Наступило долгое молчание. Я вспомнил отца, и горе сдавило мою грудь, сжало горло. Уставившись в землю, я представлял наши редкие споры, резкие слова, которые я произносил. Каким же я был глупцом! Он – лучший из отцов! А легко ли быть отцом сильных сыновей, воспитанных в чужой стране, мужающих, самоутверждающихся, любящих своего отца, но при этом стремящихся освободиться от его влияния, ищущих его недостатки, промахи, для того чтобы легче расстаться с ним. Так заведено со времен сотворения мира.
Приходит время, и молодые жаждут обрести самостоятельность.
Я знал, что он умрет, и почти наверняка знал, каким образом, но не думал, что это случится так скоро.
Сидя в молчании у костра рядом с незнакомым индейцем в качестве единственного компаньона, я думал о Барнабасе Сэкетте, великом повороте в его жизни, когда он пересек океан и обосновался на дикой, неизведанной земле,
Наша мать… Чувствовала ли она, что отец скоро уйдет из жизни? Она вернулась домой, в Англию, чтобы воспитывать нашу сестру Ноэллу в менее суровых условиях. С ней отправился и Брайан.

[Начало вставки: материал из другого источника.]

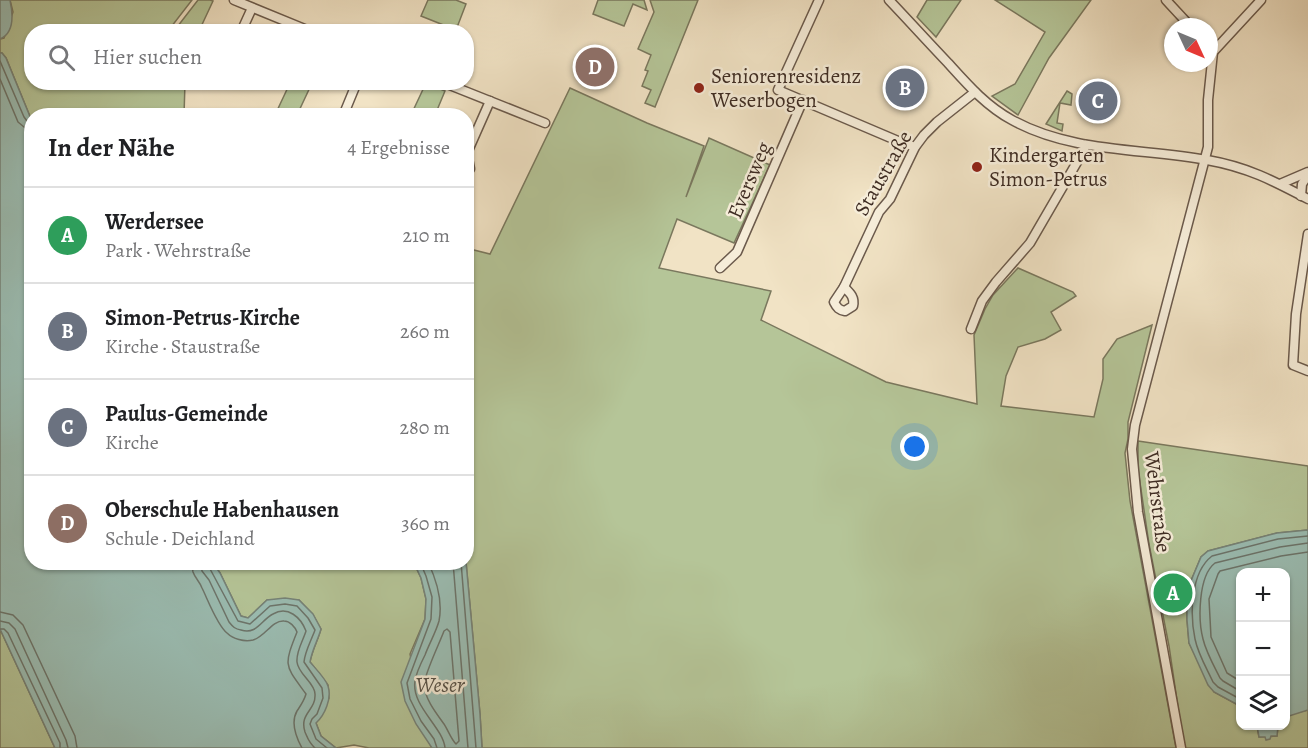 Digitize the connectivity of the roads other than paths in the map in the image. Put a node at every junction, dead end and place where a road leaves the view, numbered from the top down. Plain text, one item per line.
1 (234, 0) edge
2 (819, 0) edge
3 (889, 0) edge
4 (1166, 0) edge
5 (1261, 0) edge
6 (252, 8) junction
7 (1183, 18) edge
8 (245, 24) edge
9 (292, 24) edge
10 (1218, 43) edge
11 (1210, 72) edge
12 (354, 90) edge
13 (462, 90) edge
14 (975, 92) junction
15 (803, 100) junction
16 (490, 101) junction
17 (346, 108) edge
18 (545, 123) dead end
19 (474, 137) edge
20 (1086, 145) junction
21 (915, 147) junction
22 (1204, 159) junction
23 (1308, 173) edge
24 (1280, 184) junction
25 (1305, 197) edge
26 (1308, 234) edge
27 (720, 268) dead end
28 (844, 287) dead end
29 (971, 329) dead end
30 (1308, 371) edge
31 (1181, 748) edge

1 - 6 street
2 - 15 street
3 - 14 street
4 - 7 street
5 - 10 street
6 - 8 street
6 - 9 street
11 - 22 street, Wehrstraße
12 - 17 street
13 - 16 street
14 - 20 street
14 - 21 street, Staustraße
15 - 21 street
15 - 27 street, Eversweg
16 - 18 street
16 - 19 street
20 - 22 street
20 - 29 street
21 - 28 street, Staustraße
22 - 24 street
22 - 31 street, Wehrstraße
23 - 24 street
23 - 25 street
24 - 25 street
26 - 30 street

Мы верили и надеялись, что она приняла мудрое решение.
А что же станут теперь делать Кин Ринг и Янс? Кин Ринг, мой сильный, серьезный старший брат, родился на шкуре бизона в самом пекле битвы с индейцами. Старый друг моего отца, Джереми Ринг, стоял над моей матерью, которая рожала, и отражал атаки врагов.

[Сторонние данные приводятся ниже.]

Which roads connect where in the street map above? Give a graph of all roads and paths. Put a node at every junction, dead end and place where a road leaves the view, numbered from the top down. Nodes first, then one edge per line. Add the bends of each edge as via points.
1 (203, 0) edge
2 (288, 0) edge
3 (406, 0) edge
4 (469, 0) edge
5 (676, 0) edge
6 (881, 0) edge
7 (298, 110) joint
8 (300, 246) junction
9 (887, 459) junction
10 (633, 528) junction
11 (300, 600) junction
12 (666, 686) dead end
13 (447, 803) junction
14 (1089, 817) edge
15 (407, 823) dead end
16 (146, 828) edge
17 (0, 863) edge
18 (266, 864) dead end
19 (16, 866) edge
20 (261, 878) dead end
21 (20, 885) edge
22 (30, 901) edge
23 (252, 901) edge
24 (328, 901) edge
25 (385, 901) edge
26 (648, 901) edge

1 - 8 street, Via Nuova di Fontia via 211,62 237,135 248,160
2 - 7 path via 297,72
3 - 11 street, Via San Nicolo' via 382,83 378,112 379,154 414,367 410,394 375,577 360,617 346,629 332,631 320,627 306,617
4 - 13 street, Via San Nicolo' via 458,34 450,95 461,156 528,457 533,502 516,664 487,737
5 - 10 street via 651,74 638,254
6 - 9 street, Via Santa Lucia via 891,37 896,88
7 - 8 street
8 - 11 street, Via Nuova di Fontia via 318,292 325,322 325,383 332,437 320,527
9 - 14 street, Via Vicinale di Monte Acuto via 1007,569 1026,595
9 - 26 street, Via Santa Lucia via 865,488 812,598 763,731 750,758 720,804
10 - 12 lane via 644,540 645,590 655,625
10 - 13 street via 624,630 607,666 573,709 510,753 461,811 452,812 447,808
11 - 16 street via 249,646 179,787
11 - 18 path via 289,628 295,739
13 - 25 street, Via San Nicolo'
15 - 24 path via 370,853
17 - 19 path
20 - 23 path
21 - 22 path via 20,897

А Янс? Дикий, неуправляемый Янс, сильный как медведь, мгновенно приходящий в ярость и также быстро отходящий. Увижу ли я их еще?
Где-то в глубине души зловеще прозвучало: нет… я не сомневаюсь, что больше не увижу их, так же, как и мы с отцом ведали, что смерть его близка, потому что в нас текла кровь Нилы, знаменитой прорицательницы.
Мои братья нашли свою страну, я – нет. Их страна находилась в горах позади меня, моя – впереди, на западе.
Кеокотаа посмотрел на меня сквозь огонь костра:
– Ты – сын Барн-а-баса. Я – кикапу. Мы пойдем вместе.
Так оно и случилось.
Глава 3
Высокие деревья стояли голые и черные, но на их ветвях уже появилась легкая, нежная весенняя зелень. Почки вот-вот готовы были распуститься. Я пошел к реке напиться и спугнул крупного окуня, фунтов на двадцать по крайней мере. Он уплыл, потревоженный моим присутствием. Ниже по течению олень поднял голову от воды, и прозрачные капли упали с его морды. Он равнодушно взглянул на меня и удалился, очевидно ничуть не обеспокоенный нашей встречей.
С наступлением утра дым от костра смешался с поднимавшимся от земли туманом, и мы не слышали никаких звуков, кроме слабого потрескивания огня и тихого шипения влажных веток. Какое-то движение в зарослях дикого клевера заставило нас обернуться. Что-то огромное, темное, устрашающее двинулось к нам по луговой траве, медленно проявляясь из тумана.
Чудовище остановилось, почуяв запах костра, и уставилось на нас. Теперь и мы разглядели, что перед нами стоит крупный рогатый бизон. Его голову, грудь и загривок покрывала густая шерсть, на которой сверкали капли утренней росы. Вокруг него клубился туман, и он изучал нас маленькими черными глазками, почти скрытыми шерстью.
Бизон находился всего ярдах в пятнадцати, за ним виднелись другие.
Так и не поняв, что мы из себя представляем, бык опустил голову и стал рыть копытом землю.
– Мясо, – указал Кеокотаа, – много мяса.
Я достал пистолет, прицелился в точку на груди бизона около его левой передней ноги и нажал на спуск. Пистолет подпрыгнул от выстрела, я положил его на землю рядом с собой и взял второй, но стрелять пока не стал.
Огромный бизон продолжал стоять, глядя на нас, потом ноги его медленно подкосились, зверь рухнул на колени, затем опрокинулся и вытянулся на земле.